▶ _Extracted records_
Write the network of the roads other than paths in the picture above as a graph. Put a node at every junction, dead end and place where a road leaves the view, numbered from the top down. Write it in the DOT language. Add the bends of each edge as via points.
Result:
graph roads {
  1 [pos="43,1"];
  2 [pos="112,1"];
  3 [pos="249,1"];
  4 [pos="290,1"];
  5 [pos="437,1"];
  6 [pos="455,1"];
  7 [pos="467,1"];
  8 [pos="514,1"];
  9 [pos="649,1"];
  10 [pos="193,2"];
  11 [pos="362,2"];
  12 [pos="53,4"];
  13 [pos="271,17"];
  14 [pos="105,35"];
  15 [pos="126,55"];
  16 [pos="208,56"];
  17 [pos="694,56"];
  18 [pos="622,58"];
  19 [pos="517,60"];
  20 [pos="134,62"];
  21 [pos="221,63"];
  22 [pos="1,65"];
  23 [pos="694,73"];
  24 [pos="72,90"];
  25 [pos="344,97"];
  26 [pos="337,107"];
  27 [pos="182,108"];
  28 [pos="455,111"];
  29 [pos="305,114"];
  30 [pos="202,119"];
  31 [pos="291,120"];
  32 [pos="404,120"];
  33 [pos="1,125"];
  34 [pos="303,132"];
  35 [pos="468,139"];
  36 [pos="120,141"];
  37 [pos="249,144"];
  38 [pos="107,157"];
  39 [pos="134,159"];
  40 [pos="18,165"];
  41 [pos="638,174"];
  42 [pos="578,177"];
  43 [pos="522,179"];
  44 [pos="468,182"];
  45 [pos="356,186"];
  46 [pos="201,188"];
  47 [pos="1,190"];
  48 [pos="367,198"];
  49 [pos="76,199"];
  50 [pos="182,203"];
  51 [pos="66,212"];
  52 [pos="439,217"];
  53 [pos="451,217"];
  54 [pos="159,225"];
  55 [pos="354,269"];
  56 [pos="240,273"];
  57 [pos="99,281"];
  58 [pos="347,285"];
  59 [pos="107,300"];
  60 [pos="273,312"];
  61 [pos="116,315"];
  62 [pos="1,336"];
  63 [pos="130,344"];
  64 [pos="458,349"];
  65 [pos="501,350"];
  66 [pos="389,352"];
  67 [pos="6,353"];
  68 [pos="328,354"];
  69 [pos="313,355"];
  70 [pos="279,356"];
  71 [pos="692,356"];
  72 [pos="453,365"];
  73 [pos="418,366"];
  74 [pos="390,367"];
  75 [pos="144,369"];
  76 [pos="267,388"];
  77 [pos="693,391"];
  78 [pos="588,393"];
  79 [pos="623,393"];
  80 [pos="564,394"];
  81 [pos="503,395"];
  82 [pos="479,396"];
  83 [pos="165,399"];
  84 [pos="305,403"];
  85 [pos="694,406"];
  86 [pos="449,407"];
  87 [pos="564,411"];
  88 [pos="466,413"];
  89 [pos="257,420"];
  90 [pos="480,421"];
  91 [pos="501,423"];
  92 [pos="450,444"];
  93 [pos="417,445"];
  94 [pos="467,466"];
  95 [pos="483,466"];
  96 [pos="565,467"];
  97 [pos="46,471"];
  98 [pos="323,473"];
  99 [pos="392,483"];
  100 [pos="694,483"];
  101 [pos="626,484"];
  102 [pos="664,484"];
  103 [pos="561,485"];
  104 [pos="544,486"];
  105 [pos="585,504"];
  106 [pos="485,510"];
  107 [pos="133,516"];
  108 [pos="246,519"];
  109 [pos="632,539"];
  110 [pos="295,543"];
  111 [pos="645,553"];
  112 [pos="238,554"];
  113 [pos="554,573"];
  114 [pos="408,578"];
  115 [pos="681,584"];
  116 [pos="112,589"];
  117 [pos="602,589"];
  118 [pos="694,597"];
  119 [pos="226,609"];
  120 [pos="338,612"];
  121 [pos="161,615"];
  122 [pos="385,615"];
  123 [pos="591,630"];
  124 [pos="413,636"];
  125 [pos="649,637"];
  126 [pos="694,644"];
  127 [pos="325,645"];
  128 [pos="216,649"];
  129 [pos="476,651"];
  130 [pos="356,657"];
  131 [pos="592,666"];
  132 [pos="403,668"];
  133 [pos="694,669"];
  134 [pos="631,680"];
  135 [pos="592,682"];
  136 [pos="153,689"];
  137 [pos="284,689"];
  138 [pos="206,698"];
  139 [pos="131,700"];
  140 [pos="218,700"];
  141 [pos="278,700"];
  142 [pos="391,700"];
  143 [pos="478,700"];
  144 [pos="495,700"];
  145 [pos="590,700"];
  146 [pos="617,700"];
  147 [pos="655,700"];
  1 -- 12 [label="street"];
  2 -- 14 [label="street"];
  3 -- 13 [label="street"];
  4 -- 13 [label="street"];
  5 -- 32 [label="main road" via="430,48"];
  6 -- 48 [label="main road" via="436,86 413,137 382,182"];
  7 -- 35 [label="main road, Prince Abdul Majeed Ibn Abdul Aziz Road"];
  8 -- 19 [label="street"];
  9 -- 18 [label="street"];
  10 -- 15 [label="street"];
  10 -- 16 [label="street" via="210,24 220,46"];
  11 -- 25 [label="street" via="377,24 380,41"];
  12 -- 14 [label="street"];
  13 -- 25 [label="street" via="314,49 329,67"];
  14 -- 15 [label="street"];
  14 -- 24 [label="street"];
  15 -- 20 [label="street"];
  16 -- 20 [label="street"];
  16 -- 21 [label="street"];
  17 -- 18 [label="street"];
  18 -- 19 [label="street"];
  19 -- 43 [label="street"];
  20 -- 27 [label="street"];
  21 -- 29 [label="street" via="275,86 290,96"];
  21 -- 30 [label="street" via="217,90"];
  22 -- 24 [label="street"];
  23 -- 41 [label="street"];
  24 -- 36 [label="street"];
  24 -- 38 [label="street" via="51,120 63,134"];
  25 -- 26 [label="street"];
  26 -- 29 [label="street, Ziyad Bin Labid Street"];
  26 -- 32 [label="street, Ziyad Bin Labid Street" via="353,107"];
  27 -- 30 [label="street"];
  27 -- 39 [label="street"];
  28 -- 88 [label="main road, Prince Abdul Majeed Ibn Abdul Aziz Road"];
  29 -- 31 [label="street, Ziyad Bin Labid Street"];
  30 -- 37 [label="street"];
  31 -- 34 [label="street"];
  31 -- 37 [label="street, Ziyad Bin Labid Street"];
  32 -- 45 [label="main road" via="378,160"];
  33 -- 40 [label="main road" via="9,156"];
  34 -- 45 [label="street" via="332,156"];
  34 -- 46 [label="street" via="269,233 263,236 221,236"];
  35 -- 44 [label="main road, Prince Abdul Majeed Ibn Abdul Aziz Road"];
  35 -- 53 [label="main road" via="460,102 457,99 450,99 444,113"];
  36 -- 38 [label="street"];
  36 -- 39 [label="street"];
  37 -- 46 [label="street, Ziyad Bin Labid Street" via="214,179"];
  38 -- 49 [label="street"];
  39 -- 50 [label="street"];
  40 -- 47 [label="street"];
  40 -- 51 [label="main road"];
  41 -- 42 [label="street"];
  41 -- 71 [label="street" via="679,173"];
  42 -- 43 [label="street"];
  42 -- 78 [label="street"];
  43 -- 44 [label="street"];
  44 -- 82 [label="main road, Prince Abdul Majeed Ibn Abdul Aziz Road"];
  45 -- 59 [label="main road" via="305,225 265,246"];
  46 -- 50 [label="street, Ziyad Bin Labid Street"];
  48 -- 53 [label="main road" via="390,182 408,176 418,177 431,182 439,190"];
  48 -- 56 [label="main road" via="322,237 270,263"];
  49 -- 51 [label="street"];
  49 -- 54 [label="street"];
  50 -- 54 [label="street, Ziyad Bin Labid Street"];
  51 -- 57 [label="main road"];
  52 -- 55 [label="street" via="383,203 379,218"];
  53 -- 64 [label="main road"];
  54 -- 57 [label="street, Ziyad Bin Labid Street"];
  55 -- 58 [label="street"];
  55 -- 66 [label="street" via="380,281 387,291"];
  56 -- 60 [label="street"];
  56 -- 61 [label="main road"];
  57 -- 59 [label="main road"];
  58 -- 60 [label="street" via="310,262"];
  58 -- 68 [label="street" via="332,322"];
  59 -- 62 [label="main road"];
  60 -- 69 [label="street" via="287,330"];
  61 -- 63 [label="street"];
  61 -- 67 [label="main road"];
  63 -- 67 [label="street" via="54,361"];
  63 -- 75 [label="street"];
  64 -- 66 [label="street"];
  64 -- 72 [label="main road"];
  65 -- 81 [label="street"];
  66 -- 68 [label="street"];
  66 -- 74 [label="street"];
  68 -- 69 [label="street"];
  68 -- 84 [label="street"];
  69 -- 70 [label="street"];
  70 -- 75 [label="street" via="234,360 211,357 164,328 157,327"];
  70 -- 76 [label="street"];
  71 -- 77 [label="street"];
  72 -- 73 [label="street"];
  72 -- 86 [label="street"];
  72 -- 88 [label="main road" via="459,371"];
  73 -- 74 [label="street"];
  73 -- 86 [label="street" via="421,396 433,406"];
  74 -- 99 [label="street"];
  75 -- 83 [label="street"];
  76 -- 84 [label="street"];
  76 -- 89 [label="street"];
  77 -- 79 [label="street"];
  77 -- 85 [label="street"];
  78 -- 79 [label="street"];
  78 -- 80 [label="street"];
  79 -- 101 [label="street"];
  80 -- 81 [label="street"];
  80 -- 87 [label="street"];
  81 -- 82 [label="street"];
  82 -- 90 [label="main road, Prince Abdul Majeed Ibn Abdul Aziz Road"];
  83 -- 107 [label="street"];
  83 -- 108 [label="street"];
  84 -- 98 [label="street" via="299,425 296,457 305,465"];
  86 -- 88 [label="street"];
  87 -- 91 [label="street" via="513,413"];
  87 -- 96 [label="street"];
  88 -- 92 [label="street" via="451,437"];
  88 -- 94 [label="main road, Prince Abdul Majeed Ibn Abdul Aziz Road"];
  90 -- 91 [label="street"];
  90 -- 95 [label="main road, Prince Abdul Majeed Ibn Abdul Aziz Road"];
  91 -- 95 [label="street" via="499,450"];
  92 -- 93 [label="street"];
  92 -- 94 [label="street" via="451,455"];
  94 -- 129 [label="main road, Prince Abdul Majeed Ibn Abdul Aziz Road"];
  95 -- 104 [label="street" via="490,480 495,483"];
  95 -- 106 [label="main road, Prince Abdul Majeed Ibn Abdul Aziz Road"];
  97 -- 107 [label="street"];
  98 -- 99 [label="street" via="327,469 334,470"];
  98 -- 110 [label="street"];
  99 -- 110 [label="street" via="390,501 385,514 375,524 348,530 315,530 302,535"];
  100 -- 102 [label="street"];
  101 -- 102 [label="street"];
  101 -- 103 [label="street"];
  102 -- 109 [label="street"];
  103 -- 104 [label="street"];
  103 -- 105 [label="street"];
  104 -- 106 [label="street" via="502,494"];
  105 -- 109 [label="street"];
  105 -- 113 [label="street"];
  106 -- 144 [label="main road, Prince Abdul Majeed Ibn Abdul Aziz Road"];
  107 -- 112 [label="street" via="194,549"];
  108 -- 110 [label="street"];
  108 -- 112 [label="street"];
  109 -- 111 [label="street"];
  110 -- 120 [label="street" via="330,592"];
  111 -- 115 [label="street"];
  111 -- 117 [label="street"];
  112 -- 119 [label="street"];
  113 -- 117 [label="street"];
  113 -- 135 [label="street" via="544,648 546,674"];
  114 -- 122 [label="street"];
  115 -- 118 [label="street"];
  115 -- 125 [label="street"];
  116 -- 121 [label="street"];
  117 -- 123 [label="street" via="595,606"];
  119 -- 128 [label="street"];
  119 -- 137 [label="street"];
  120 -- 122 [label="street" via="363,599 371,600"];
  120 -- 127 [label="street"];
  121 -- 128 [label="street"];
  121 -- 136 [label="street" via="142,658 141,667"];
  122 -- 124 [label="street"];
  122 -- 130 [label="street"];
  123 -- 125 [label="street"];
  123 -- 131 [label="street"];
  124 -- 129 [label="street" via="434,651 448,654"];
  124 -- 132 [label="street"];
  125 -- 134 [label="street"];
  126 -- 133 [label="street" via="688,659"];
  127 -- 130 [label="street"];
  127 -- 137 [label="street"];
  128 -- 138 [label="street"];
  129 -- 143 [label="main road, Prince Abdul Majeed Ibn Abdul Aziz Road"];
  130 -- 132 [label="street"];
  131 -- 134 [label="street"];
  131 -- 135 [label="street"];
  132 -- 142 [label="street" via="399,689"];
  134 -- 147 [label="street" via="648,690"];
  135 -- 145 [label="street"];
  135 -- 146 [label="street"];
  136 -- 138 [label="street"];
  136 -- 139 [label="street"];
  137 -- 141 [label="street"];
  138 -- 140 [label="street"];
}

▶ _Task description_
Your reply should contain only the number of lines in the entries above with the word "graph".

▶ _Reply_
2